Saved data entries

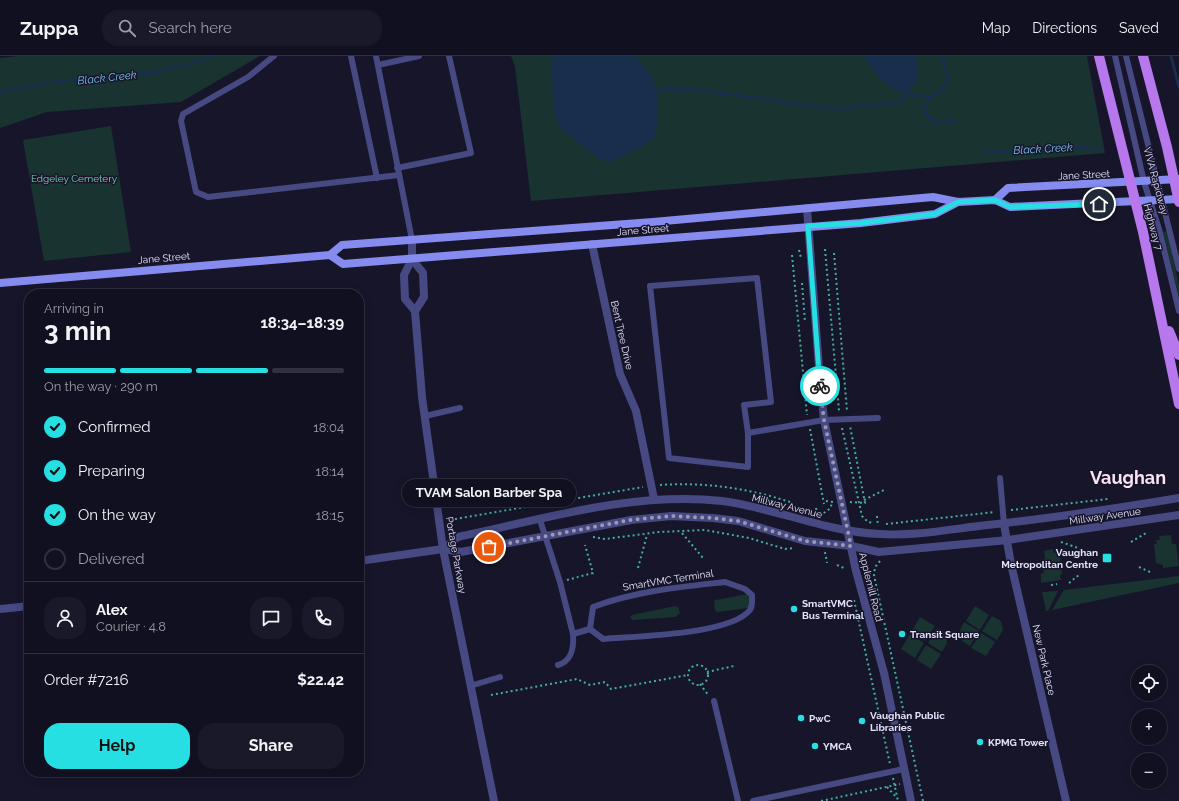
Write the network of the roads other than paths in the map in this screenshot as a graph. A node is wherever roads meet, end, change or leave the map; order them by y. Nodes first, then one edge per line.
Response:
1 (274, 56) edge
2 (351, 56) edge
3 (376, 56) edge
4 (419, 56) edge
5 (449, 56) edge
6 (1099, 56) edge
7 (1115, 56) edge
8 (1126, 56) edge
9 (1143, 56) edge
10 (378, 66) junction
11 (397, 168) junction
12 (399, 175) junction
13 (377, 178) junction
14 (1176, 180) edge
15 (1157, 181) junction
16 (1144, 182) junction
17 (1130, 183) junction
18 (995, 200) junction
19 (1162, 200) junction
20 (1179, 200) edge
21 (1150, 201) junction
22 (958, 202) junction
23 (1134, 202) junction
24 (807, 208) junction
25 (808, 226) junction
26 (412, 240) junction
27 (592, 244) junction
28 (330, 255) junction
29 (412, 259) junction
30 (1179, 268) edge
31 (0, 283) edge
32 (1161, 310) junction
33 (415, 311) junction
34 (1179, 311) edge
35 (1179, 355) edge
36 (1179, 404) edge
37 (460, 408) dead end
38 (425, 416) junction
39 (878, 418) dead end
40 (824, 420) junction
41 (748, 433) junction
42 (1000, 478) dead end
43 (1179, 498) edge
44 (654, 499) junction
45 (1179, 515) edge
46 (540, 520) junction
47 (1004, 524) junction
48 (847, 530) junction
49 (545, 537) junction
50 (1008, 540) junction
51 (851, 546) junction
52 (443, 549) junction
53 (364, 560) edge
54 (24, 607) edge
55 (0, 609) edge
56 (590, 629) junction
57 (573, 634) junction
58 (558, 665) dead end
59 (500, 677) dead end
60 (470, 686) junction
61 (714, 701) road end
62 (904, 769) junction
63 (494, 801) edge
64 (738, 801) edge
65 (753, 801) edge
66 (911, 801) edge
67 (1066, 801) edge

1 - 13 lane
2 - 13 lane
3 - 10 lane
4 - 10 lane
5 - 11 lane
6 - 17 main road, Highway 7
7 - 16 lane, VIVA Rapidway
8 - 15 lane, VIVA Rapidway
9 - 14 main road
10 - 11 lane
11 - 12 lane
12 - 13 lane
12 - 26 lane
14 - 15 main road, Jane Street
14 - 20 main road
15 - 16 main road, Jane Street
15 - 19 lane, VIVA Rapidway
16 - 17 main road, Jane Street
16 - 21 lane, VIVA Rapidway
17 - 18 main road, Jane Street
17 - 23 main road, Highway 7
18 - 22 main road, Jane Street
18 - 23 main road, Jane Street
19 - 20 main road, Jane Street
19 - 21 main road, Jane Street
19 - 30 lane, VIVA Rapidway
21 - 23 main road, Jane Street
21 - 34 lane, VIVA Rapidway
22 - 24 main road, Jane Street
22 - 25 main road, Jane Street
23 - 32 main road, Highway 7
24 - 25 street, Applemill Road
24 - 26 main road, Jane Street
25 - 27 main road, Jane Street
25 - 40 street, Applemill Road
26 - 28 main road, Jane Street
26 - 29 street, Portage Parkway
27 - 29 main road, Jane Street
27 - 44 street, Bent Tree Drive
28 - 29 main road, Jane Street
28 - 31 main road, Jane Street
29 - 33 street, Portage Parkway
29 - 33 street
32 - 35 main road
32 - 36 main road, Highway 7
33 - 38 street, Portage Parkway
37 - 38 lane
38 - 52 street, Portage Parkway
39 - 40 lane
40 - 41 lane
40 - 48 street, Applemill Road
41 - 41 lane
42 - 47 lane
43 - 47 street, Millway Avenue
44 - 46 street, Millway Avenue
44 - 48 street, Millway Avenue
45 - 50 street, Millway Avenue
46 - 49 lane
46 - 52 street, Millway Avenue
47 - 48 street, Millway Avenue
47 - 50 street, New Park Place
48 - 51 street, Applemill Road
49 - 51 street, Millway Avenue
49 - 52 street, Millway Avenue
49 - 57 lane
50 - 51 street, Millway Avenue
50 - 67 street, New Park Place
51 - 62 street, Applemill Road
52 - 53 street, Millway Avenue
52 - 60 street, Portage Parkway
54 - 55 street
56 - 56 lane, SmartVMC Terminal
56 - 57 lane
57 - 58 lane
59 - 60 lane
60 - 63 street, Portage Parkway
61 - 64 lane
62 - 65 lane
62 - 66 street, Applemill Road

WHAT THE TASK ASKS: Would you write out an exact copy of the entries above, with no images?

RESULT OF THE TASK:
Write the network of the roads other than paths in the map in this screenshot as a graph. A node is wherever roads meet, end, change or leave the map; order them by y. Nodes first, then one edge per line.
Response:
1 (274, 56) edge
2 (351, 56) edge
3 (376, 56) edge
4 (419, 56) edge
5 (449, 56) edge
6 (1099, 56) edge
7 (1115, 56) edge
8 (1126, 56) edge
9 (1143, 56) edge
10 (378, 66) junction
11 (397, 168) junction
12 (399, 175) junction
13 (377, 178) junction
14 (1176, 180) edge
15 (1157, 181) junction
16 (1144, 182) junction
17 (1130, 183) junction
18 (995, 200) junction
19 (1162, 200) junction
20 (1179, 200) edge
21 (1150, 201) junction
22 (958, 202) junction
23 (1134, 202) junction
24 (807, 208) junction
25 (808, 226) junction
26 (412, 240) junction
27 (592, 244) junction
28 (330, 255) junction
29 (412, 259) junction
30 (1179, 268) edge
31 (0, 283) edge
32 (1161, 310) junction
33 (415, 311) junction
34 (1179, 311) edge
35 (1179, 355) edge
36 (1179, 404) edge
37 (460, 408) dead end
38 (425, 416) junction
39 (878, 418) dead end
40 (824, 420) junction
41 (748, 433) junction
42 (1000, 478) dead end
43 (1179, 498) edge
44 (654, 499) junction
45 (1179, 515) edge
46 (540, 520) junction
47 (1004, 524) junction
48 (847, 530) junction
49 (545, 537) junction
50 (1008, 540) junction
51 (851, 546) junction
52 (443, 549) junction
53 (364, 560) edge
54 (24, 607) edge
55 (0, 609) edge
56 (590, 629) junction
57 (573, 634) junction
58 (558, 665) dead end
59 (500, 677) dead end
60 (470, 686) junction
61 (714, 701) road end
62 (904, 769) junction
63 (494, 801) edge
64 (738, 801) edge
65 (753, 801) edge
66 (911, 801) edge
67 (1066, 801) edge

1 - 13 lane
2 - 13 lane
3 - 10 lane
4 - 10 lane
5 - 11 lane
6 - 17 main road, Highway 7
7 - 16 lane, VIVA Rapidway
8 - 15 lane, VIVA Rapidway
9 - 14 main road
10 - 11 lane
11 - 12 lane
12 - 13 lane
12 - 26 lane
14 - 15 main road, Jane Street
14 - 20 main road
15 - 16 main road, Jane Street
15 - 19 lane, VIVA Rapidway
16 - 17 main road, Jane Street
16 - 21 lane, VIVA Rapidway
17 - 18 main road, Jane Street
17 - 23 main road, Highway 7
18 - 22 main road, Jane Street
18 - 23 main road, Jane Street
19 - 20 main road, Jane Street
19 - 21 main road, Jane Street
19 - 30 lane, VIVA Rapidway
21 - 23 main road, Jane Street
21 - 34 lane, VIVA Rapidway
22 - 24 main road, Jane Street
22 - 25 main road, Jane Street
23 - 32 main road, Highway 7
24 - 25 street, Applemill Road
24 - 26 main road, Jane Street
25 - 27 main road, Jane Street
25 - 40 street, Applemill Road
26 - 28 main road, Jane Street
26 - 29 street, Portage Parkway
27 - 29 main road, Jane Street
27 - 44 street, Bent Tree Drive
28 - 29 main road, Jane Street
28 - 31 main road, Jane Street
29 - 33 street, Portage Parkway
29 - 33 street
32 - 35 main road
32 - 36 main road, Highway 7
33 - 38 street, Portage Parkway
37 - 38 lane
38 - 52 street, Portage Parkway
39 - 40 lane
40 - 41 lane
40 - 48 street, Applemill Road
41 - 41 lane
42 - 47 lane
43 - 47 street, Millway Avenue
44 - 46 street, Millway Avenue
44 - 48 street, Millway Avenue
45 - 50 street, Millway Avenue
46 - 49 lane
46 - 52 street, Millway Avenue
47 - 48 street, Millway Avenue
47 - 50 street, New Park Place
48 - 51 street, Applemill Road
49 - 51 street, Millway Avenue
49 - 52 street, Millway Avenue
49 - 57 lane
50 - 51 street, Millway Avenue
50 - 67 street, New Park Place
51 - 62 street, Applemill Road
52 - 53 street, Millway Avenue
52 - 60 street, Portage Parkway
54 - 55 street
56 - 56 lane, SmartVMC Terminal
56 - 57 lane
57 - 58 lane
59 - 60 lane
60 - 63 street, Portage Parkway
61 - 64 lane
62 - 65 lane
62 - 66 street, Applemill Road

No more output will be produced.